Au coeur de l'horreur

Animal (Note : 4/10)

Date de sortie : 17 juin 2014 (USA)

Réalisateur : Brett Simmons

Scénaristes : Thommy Hutson, Catherine Trillo

Acteurs : Jeremy Sumpter, Joey Lauren Adams, Keke Palmer…

Genre : Film de monstre, Horreur

Pays d’origine : Etats-Unis

 

Synopsis :

Un groupe d’amis décide de passer le weekend ensemble. Ils vont se faire attaquer par un monstre assoiffé de sang et tenter de survivre, enfermés dans une cabane isolée, en oubliant leurs différents.

Critique :

On se réjouit toujours à l’idée de regarder un bon film de monstre. Le genre de film d’horreur qui, bien que rarement novateur, parvient souvent à divertir en nous procurant les sursauts nécessaires. Le plus important, c’est d’avoir un monstre original et bien flippant.
Lorsque l’on voit l’affiche d’Animal, très esthétique, avec cette lumière sombre, ce gros plan sur la gueule du monstre aux dents énormes et acérées, on a hâte de découvrir le film. Après Husk, son premier long-métrage sans grande prétention, mais plutôt sympathique (un champ de blé, des épouvantails tueurs, c’est cool non ?), Brett Simmons retourne derrière la caméra pour nous proposer Animal.

Cinq amis décident de faire une randonnée dans un bois, qu’Alissa et son frère Jeff ont bien connu étant jeunes. Tous deux sont accompagnés de leur conjoint respectif et d’un ami homosexuel, le petit comique du groupe (rien à voir avec son orientation sexuelle), qui passe son temps à écouter de la musique sur son iPod. Seulement la nuit tombe plus vite que prévu et nos amis croisent le chemin d’un animal pas très accueillant, les poussant à se réfugier dans une cabane où sont présents d’anciens survivants.
Vous l’aurez compris, rien de bien original à l’horizon !

Nos personnages n’ont aucune personnalité, mise à part peut-être Sean, qui outre le fait d’être homo et d’écouter de la musique, n’apporte pas grand-chose non plus. D’ailleurs, ce caractère de passionné de musique est tellement mis en avant que l’on imagine qu’il jouera un rôle par la suite. Finalement, il n’en est rien, et c’est bien là, l’un des premiers défauts du film. Il nous propose régulièrement des pistes scénaristiques qui ne seront jamais développées par la suite. Prenons l’exemple du monstre, qui selon nos personnages, aurait fait exprès de les attirer vers la cabane pour mieux les piéger, et serait ainsi doté d’une intelligence supérieure. Une supposition qui ne sera jamais confirmée, ni même exploitée.
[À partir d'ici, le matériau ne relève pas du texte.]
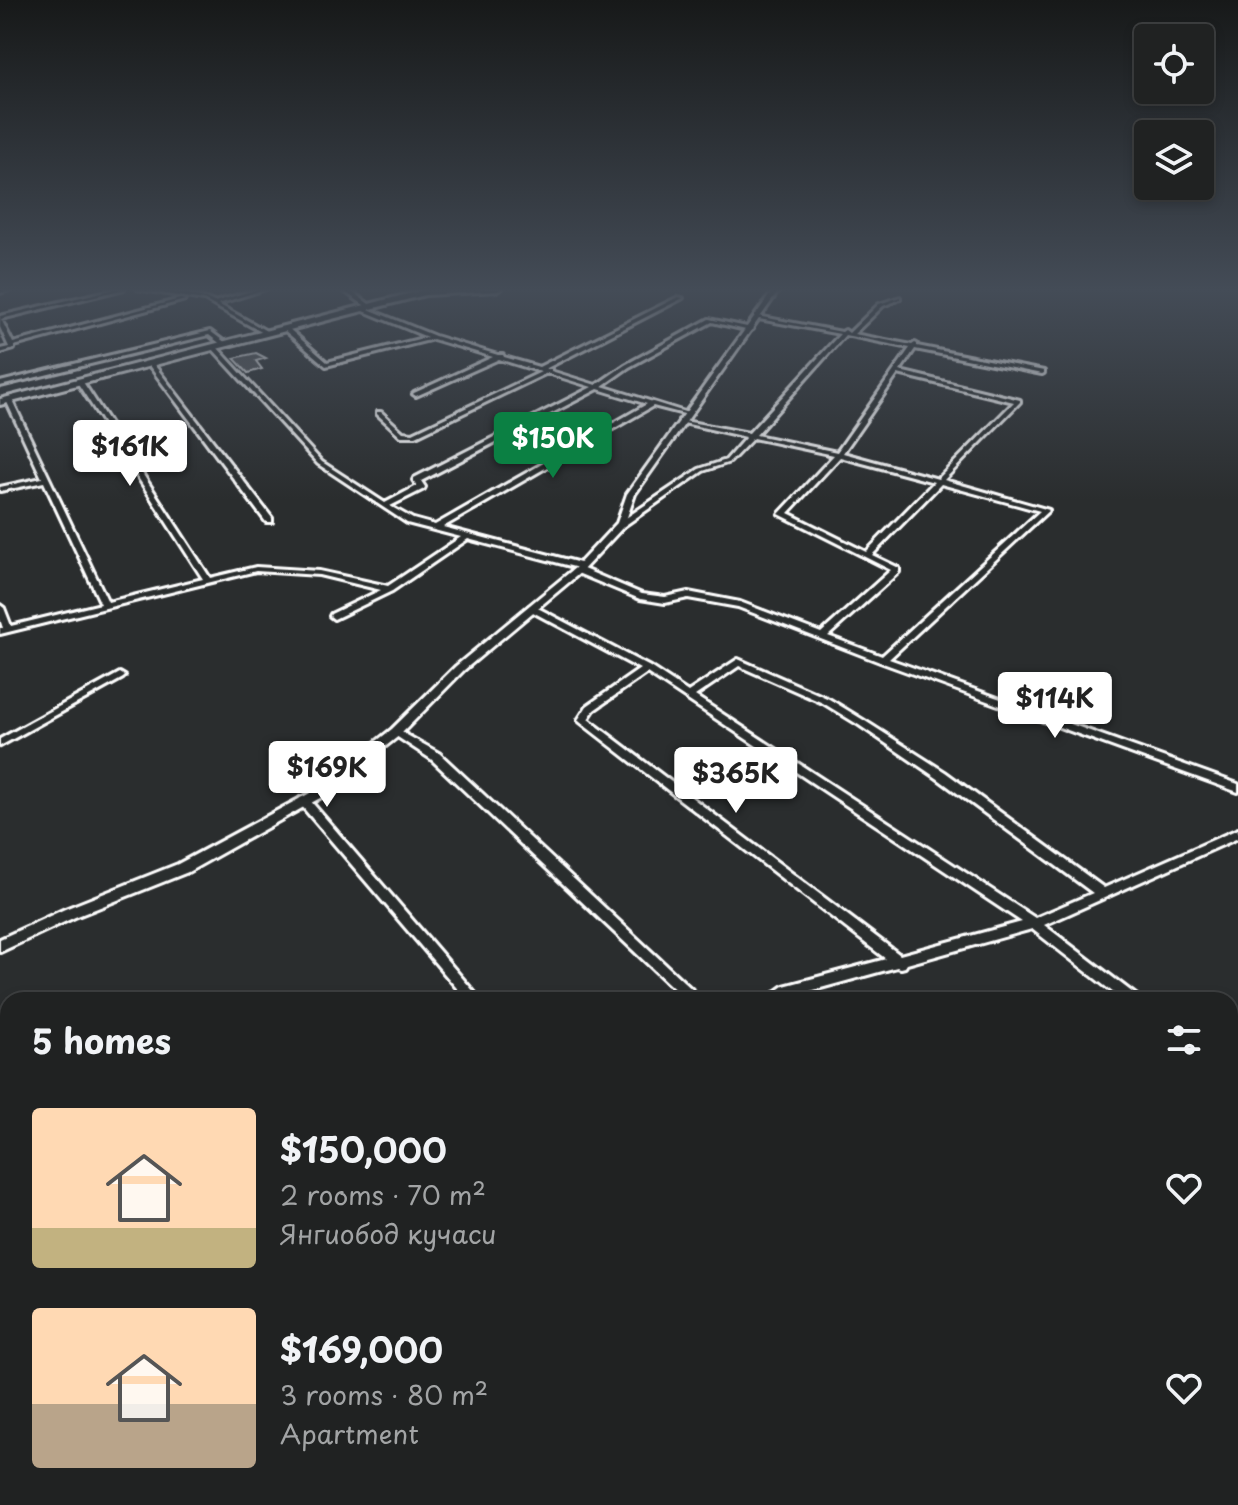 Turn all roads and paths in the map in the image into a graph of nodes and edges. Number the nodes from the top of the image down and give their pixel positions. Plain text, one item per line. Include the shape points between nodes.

On comprend surtout que ce sont nos personnages qui sont bien cons…
Ils ont des réactions surréalistes au point qu’on aimerait parfois avoir la même force mentale. Je m’explique, alors que Mandy (la bonnasse du groupe, il en faut bien une) vient de perdre son petit copain (C’est du spoil ça, zut… Désolé), Alissa lui demande comment elle va. Réponse de l’intéressée : « Ça va, je survivrai ». Ok, pas si dure la vie, tu pourrais au moins faire semblant d’être triste, ou alors t’as trouvé un autre mec, mais dis-le-nous. Salope ! (Je m’égare, pardon…).

Parlons rapidement de notre monstre, sûrement la plus grosse déception du film. Avec cette affiche, on s’attendait à un design plutôt sympa, nous renvoyant aux monstres des films Feast. En fait, l’animal n’est pas du tout imposant, disproportionné, très mal fait (on a parfois l’impression de voir une vieille maquette en plastique) et pas effrayant pour un sou. Et puis soyons sincère, il a quand même l’air ringard avec ses dents en avant. Un appareil dentaire ne lui aurait pas fait de mal étant ado.

À l’image du film Feast (auquel on sent une forte influence), la narration se déroule en une seule nuit. Une temporalité incohérente tellement l’action semble traîner en longueur.
Et là où les films Feast traitaient le genre avec un second degré assez jouissif, Animal se prend au sérieux et rend le film assez pathétique.
Mais quand on fait un film de merde, il faut bien se donner bonne conscience en prétextant une seconde lecture du film. C’est ce que nous propose Brett Simmons en mettant en avant la cruauté d’un de ses personnages, prêt à sacrifier des vies humaines pour survivre. Ainsi, le film pose cette question : mais qui est vraiment l’animal sauvage dans cette histoire ? C’est puissant comme message et tellement novateur. Bon, il a fallu que ce rôle tombe sur un noir, c’est pas de bol pour l’image…

Je serai généreux et donnerai un 4/10 au film qui reste quand même plus divertissant que le dernier film de monstre qu’on a vu, The Jungle.